The House Committee investigating the US Capitol insurrection said Wednesday night that its evidence shows former President Donald Trump and his associates engaged in a “criminal conspiracy” to prevent Congress from certifying the results of the presidential election, spread false information about it and pressured state officials to overturn the results.
The committee made the claims in a filing in response to a lawsuit by Trump adviser John Eastman.
Eastman, a lawyer who was consulting with Trump as he attempted to overturn the election, is trying to withhold documents from the committee as it investigates the Jan 6, 2021, insurrection. The committee argued there is a legal exception allowing the disclosure of communications regarding ongoing or future crimes. “The Select Committee also has a good-faith basis for concluding that the President and members of his Campaign engaged in a criminal conspiracy to defraud the United States,” the committee wrote in a filing submitted in US District Court in the Central District of California.

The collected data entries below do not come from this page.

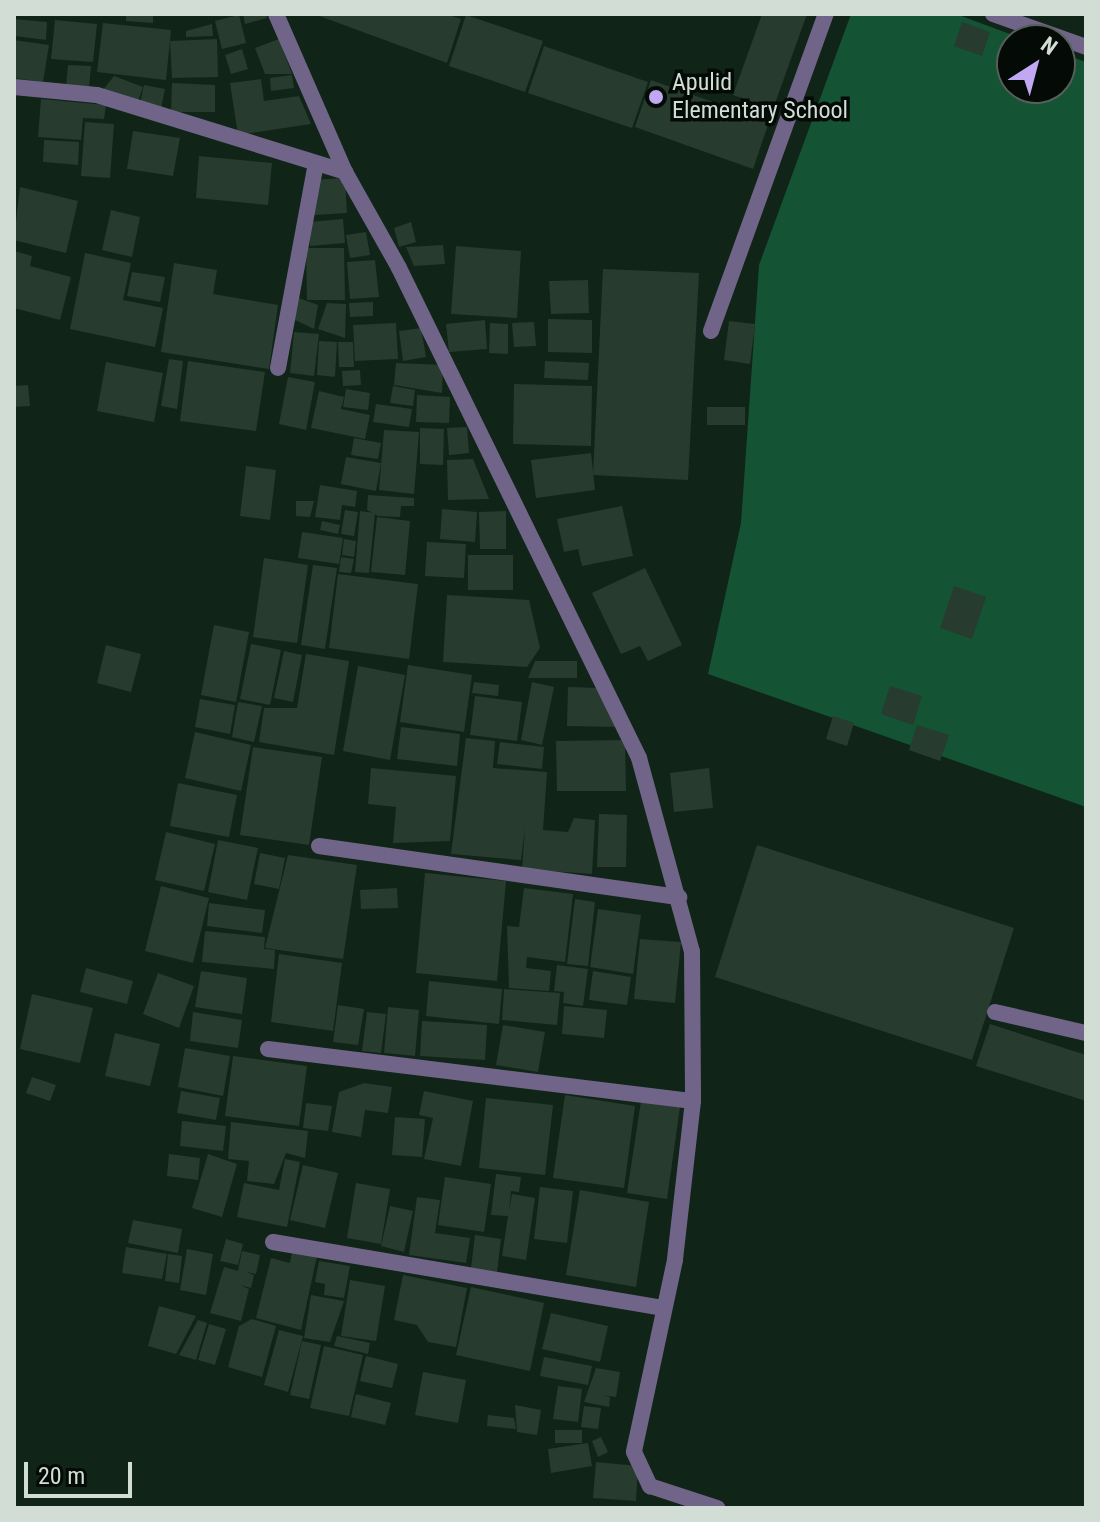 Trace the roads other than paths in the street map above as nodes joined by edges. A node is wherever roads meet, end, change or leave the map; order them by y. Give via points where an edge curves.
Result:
1 (276, 14) edge
2 (826, 14) edge
3 (993, 14) edge
4 (1086, 47) edge
5 (14, 87) edge
6 (316, 163) junction
7 (345, 172) junction
8 (711, 331) dead end
9 (278, 368) dead end
10 (319, 846) dead end
11 (679, 897) junction
12 (995, 1012) dead end
13 (1086, 1033) edge
14 (268, 1049) dead end
15 (693, 1101) junction
16 (273, 1242) dead end
17 (662, 1308) junction
18 (717, 1508) edge

1 - 7 street
2 - 8 street
3 - 4 street
5 - 6 street via 97,95
6 - 7 street
6 - 9 street
7 - 11 street via 399,268 639,758
10 - 11 street
11 - 15 street via 692,952
12 - 13 street
14 - 15 street
15 - 17 street via 675,1260
16 - 17 street
17 - 18 street via 634,1452 650,1486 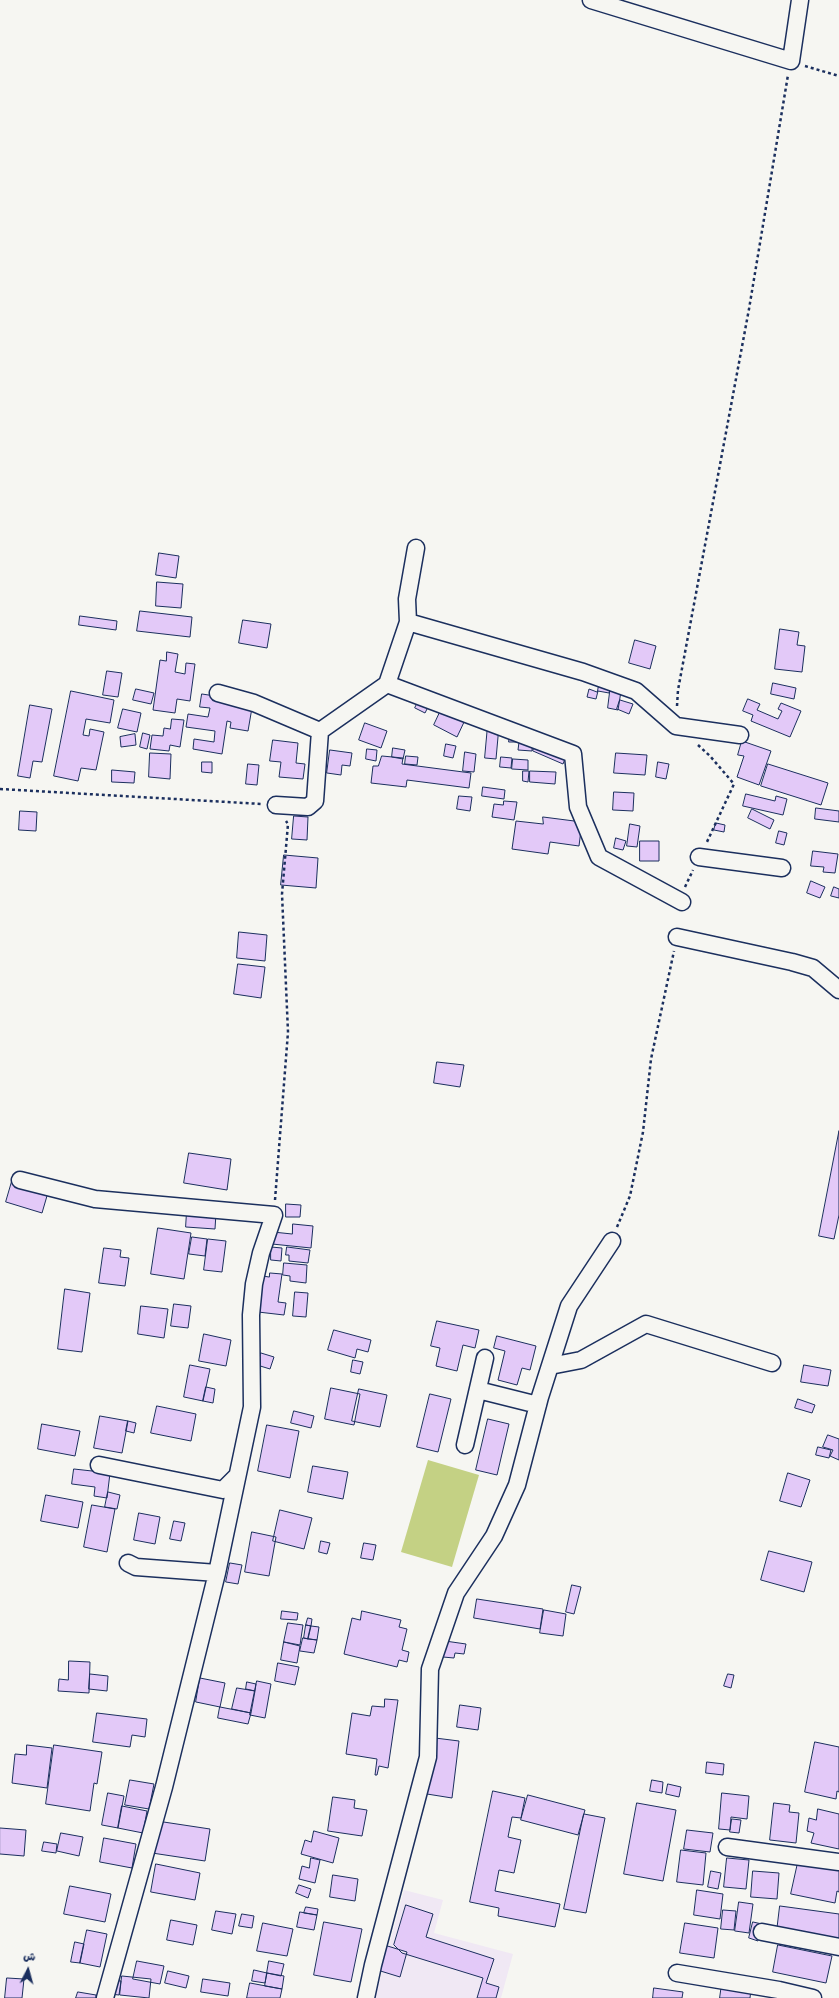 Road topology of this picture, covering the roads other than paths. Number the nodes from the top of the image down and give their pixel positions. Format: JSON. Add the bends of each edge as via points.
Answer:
{"nodes":[{"id":1,"x":591,"y":0,"type":"edge"},
{"id":2,"x":800,"y":0,"type":"edge"},
{"id":3,"x":416,"y":548,"type":"dead end"},
{"id":4,"x":408,"y":622,"type":"junction"},
{"id":5,"x":387,"y":684,"type":"junction"},
{"id":6,"x":218,"y":693,"type":"dead end"},
{"id":7,"x":320,"y":731,"type":"junction"},
{"id":8,"x":740,"y":735,"type":"dead end"},
{"id":9,"x":276,"y":805,"type":"road end"},
{"id":10,"x":699,"y":857,"type":"road end"},
{"id":11,"x":782,"y":868,"type":"dead end"},
{"id":12,"x":682,"y":902,"type":"road end"},
{"id":13,"x":677,"y":937,"type":"road end"},
{"id":14,"x":839,"y":990,"type":"edge"},
{"id":15,"x":20,"y":1180,"type":"dead end"},
{"id":16,"x":612,"y":1240,"type":"road end"},
{"id":17,"x":485,"y":1358,"type":"dead end"},
{"id":18,"x":772,"y":1363,"type":"dead end"},
{"id":19,"x":550,"y":1366,"type":"junction"},
{"id":20,"x":478,"y":1390,"type":"junction"},
{"id":21,"x":538,"y":1405,"type":"junction"},
{"id":22,"x":465,"y":1445,"type":"dead end"},
{"id":23,"x":99,"y":1465,"type":"dead end"},
{"id":24,"x":238,"y":1476,"type":"junction"},
{"id":25,"x":128,"y":1563,"type":"dead end"},
{"id":26,"x":217,"y":1573,"type":"junction"},
{"id":27,"x":727,"y":1847,"type":"dead end"},
{"id":28,"x":839,"y":1862,"type":"edge"},
{"id":29,"x":762,"y":1932,"type":"dead end"},
{"id":30,"x":839,"y":1947,"type":"edge"},
{"id":31,"x":677,"y":1973,"type":"dead end"},
{"id":32,"x":104,"y":1998,"type":"edge"},
{"id":33,"x":366,"y":1998,"type":"edge"},
{"id":34,"x":813,"y":1998,"type":"edge"}],
"edges":[{"from":1,"to":2,"type":"street","via":[[791,61]]},
{"from":3,"to":4,"type":"street","via":[[407,599]]},
{"from":4,"to":5,"type":"street"},
{"from":4,"to":8,"type":"street","via":[[583,672],[636,691],[676,726]]},
{"from":5,"to":7,"type":"street"},
{"from":5,"to":12,"type":"street","via":[[573,754],[578,807],[599,857]]},
{"from":6,"to":7,"type":"street","via":[[254,703]]},
{"from":7,"to":9,"type":"street","via":[[315,801],[308,807]]},
{"from":10,"to":11,"type":"street"},
{"from":13,"to":14,"type":"street","via":[[813,968]]},
{"from":15,"to":24,"type":"street","via":[[95,1199],[274,1215],[254,1284],[251,1315],[252,1407]]},
{"from":16,"to":19,"type":"street","via":[[569,1306]]},
{"from":17,"to":20,"type":"street"},
{"from":18,"to":19,"type":"street","via":[[646,1324],[581,1360]]},
{"from":19,"to":21,"type":"street"},
{"from":20,"to":21,"type":"street"},
{"from":20,"to":22,"type":"street"},
{"from":21,"to":33,"type":"street","via":[[517,1485],[494,1536],[456,1593],[430,1669],[428,1757]]},
{"from":23,"to":24,"type":"street","via":[[223,1490]]},
{"from":24,"to":26,"type":"street"},
{"from":25,"to":26,"type":"street","via":[[136,1567]]},
{"from":26,"to":32,"type":"street","via":[[164,1787]]},
{"from":27,"to":28,"type":"street"},
{"from":29,"to":30,"type":"street"},
{"from":31,"to":34,"type":"street"}]}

The 221-page filing marks the committee's most formal effort to link the former president to a federal crime, though the actual import of the filing is not clear since lawmakers do not have the power to bring charges on their own and can only make a referral to the Justice Department. The department has been investigating last year's riot, but has not given any indication that it is considering seeking charges against Trump.
The brief filed Wednesday was in an effort by the committee to refute attorney-client privilege claims made by Eastman in order to withhold records from congressional investigators. "The Select Committee is not conducting a criminal investigation," Mississippi Rep. Bennie Thompson, the committee's Democratic chairman, said in a statement. “But, as the judge noted at a previous hearing, Dr Eastman's privilege claims raise the question whether the crime-fraud exception to the attorney-client privilege applies in this situation.”
The filing also details exhibits from the committee's interviews with several top Trump aides and even former Vice President Mike Pence's chief of staff, Marc Short.
The committee also said it found evidence that Trump sought to obstruct an official proceeding—in this case, the certification of the results—by trying to strongarm Pence to delay the proceedings so there would be additional time to “manipulate” the results.
“The evidence supports an inference that President Trump and members of his campaign knew he had not won enough legitimate state electoral votes to be declared the winner of the 2020 Presidential election during the January 6 Joint Session of Congress, but the President nevertheless sought to use the Vice President to manipulate the results in his favour,” the filing states.